Check every line of the listing below for "roads", and report how many lines have it, as a number with nothing more.

============================================================

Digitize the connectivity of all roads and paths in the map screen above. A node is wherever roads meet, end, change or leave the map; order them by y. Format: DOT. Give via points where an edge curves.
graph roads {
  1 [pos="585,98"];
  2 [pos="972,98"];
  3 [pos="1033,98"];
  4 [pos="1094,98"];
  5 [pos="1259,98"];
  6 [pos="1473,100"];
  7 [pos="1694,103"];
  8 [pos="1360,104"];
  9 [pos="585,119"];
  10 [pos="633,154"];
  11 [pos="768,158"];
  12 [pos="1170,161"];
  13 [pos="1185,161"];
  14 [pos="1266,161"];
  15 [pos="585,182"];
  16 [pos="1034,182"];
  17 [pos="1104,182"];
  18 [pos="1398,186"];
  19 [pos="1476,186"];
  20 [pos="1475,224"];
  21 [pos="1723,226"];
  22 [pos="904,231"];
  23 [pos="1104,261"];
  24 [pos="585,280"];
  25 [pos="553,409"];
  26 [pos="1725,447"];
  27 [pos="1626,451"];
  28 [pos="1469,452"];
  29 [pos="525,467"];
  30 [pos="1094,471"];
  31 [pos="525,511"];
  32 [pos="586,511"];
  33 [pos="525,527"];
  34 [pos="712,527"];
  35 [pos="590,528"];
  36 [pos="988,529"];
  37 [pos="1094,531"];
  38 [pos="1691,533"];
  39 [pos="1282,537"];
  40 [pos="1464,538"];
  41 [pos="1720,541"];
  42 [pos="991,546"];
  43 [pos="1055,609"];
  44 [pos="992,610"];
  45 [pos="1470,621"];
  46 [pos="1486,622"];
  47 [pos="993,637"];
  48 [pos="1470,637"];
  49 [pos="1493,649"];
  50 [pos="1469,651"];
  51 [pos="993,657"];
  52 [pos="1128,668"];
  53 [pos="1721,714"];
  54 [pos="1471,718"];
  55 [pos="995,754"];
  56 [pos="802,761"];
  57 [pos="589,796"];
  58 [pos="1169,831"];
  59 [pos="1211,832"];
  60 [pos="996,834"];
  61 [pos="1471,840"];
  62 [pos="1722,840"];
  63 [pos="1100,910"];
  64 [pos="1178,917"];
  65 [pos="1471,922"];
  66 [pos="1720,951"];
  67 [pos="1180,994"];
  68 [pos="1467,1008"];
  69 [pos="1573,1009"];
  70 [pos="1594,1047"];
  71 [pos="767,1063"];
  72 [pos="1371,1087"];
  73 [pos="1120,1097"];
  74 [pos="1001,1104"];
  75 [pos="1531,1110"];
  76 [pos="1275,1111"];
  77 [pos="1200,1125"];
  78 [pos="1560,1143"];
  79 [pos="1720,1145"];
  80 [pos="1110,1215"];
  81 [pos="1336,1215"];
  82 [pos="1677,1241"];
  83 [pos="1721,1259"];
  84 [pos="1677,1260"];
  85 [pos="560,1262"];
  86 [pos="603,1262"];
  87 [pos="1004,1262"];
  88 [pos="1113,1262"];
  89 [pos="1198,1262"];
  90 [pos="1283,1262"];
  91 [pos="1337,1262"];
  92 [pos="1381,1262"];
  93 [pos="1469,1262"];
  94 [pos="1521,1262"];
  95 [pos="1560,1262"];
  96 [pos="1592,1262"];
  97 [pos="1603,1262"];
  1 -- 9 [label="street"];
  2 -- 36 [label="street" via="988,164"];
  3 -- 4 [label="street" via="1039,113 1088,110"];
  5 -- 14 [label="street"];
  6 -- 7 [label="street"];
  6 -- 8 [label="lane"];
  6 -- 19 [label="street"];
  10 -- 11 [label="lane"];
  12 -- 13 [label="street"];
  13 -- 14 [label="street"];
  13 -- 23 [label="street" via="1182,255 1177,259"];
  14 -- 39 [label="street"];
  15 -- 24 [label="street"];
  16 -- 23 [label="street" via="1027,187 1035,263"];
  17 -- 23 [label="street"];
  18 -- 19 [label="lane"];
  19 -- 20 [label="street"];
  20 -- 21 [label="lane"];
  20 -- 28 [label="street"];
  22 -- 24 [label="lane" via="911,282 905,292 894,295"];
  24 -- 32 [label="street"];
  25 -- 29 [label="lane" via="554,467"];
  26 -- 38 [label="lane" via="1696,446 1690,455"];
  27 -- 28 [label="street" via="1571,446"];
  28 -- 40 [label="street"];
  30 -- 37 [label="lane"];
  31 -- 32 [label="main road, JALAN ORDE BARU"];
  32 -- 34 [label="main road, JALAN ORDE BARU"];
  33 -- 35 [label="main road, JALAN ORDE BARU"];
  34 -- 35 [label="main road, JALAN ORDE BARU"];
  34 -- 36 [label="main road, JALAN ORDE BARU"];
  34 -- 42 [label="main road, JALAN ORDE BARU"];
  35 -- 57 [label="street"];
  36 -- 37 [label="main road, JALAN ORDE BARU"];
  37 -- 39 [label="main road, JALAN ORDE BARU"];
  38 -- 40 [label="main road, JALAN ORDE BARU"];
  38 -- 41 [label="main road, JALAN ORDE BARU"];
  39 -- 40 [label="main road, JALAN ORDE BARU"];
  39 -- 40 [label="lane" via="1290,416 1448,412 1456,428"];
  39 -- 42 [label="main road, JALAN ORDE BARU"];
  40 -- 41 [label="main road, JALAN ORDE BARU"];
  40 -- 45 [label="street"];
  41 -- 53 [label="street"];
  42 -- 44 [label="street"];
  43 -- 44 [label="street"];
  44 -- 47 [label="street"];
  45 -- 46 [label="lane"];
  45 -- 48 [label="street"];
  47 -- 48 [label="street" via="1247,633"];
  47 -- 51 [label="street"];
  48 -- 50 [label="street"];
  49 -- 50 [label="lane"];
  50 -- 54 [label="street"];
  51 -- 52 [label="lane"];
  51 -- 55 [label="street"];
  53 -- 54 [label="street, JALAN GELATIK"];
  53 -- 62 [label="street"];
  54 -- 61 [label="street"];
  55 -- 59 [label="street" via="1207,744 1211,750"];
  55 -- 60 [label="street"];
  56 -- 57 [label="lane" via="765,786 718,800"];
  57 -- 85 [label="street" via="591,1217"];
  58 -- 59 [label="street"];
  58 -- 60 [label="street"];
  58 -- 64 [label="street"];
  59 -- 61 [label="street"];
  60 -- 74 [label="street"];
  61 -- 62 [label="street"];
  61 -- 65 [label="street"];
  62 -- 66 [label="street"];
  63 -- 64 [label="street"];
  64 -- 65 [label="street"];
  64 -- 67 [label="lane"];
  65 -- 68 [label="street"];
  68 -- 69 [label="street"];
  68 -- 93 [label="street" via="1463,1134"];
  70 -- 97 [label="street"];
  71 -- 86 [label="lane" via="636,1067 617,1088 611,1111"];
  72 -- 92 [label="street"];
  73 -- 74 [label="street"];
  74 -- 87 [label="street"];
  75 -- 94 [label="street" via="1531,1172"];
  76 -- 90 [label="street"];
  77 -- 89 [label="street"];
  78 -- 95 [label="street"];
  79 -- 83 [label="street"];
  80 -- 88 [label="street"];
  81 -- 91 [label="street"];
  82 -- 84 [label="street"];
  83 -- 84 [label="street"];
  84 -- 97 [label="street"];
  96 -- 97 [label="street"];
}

============================================================

_RESULT BELOW_: 2